__Aim of the task__:
Filter the entries for the word "data". Copy each line in which it occurs.

__Material for the task__:
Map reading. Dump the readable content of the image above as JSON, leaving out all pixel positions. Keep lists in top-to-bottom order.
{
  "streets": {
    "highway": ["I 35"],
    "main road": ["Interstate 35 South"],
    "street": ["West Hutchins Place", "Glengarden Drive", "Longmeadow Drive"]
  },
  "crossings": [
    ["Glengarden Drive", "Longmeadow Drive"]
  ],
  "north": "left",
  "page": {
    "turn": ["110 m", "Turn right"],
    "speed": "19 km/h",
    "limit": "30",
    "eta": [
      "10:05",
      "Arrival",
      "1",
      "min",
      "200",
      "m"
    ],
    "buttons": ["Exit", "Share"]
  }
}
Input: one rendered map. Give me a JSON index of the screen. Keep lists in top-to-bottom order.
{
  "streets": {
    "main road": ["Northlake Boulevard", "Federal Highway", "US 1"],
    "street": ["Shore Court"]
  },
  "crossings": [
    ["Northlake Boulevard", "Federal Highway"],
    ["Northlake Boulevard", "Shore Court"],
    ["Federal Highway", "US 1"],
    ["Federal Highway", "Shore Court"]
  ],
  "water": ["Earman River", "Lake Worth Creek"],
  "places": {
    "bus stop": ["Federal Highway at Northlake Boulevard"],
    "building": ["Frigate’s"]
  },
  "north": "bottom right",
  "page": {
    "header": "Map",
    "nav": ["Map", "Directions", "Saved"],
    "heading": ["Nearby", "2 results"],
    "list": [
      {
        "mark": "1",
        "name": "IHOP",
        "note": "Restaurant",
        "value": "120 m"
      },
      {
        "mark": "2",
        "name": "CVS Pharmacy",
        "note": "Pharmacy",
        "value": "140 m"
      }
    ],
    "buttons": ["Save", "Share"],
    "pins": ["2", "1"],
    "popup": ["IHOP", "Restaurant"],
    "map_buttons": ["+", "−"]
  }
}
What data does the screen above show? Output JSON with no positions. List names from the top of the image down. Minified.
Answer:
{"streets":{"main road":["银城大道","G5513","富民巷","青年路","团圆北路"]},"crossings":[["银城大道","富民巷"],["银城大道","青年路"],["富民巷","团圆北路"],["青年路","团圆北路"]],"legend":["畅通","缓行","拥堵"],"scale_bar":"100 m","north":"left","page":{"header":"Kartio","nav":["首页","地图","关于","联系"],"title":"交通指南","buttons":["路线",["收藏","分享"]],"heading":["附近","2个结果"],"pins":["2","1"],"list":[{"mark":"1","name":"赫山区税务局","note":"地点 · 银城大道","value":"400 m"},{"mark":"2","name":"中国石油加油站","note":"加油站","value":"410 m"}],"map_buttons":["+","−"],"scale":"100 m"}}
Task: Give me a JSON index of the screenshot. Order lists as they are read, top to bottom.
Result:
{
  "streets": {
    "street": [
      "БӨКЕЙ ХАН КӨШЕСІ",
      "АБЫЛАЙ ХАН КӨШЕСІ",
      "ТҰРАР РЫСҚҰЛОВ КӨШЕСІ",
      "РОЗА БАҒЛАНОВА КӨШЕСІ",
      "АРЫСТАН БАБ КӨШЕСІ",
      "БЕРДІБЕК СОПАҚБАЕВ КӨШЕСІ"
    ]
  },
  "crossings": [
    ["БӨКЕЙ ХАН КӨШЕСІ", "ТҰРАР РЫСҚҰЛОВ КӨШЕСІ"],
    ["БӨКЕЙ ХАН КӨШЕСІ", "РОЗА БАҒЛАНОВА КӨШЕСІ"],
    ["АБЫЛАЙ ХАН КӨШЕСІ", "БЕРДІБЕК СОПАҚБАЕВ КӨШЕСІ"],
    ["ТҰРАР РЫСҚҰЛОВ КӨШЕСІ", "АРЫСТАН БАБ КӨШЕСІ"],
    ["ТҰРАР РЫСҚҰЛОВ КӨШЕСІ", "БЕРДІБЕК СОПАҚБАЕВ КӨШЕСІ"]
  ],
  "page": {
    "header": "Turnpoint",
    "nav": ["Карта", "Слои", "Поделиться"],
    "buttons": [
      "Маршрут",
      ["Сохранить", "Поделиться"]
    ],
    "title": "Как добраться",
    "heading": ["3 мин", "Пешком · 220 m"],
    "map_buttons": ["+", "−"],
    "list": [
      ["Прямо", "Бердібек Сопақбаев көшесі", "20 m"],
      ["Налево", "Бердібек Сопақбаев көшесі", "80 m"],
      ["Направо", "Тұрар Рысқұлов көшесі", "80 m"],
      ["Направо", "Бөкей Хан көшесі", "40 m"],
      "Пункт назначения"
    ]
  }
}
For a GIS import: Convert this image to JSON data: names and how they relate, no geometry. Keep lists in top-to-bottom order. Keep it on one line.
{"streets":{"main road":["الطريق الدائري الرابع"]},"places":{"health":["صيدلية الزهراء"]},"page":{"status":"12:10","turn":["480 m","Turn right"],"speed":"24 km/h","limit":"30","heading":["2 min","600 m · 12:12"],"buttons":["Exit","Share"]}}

__Solution for this problem__:
What data does the screen above show? Output JSON with no positions. List names from the top of the image down. Minified.
For a GIS import: Convert this image to JSON data: names and how they relate, no geometry. Keep lists in top-to-bottom order. Keep it on one line.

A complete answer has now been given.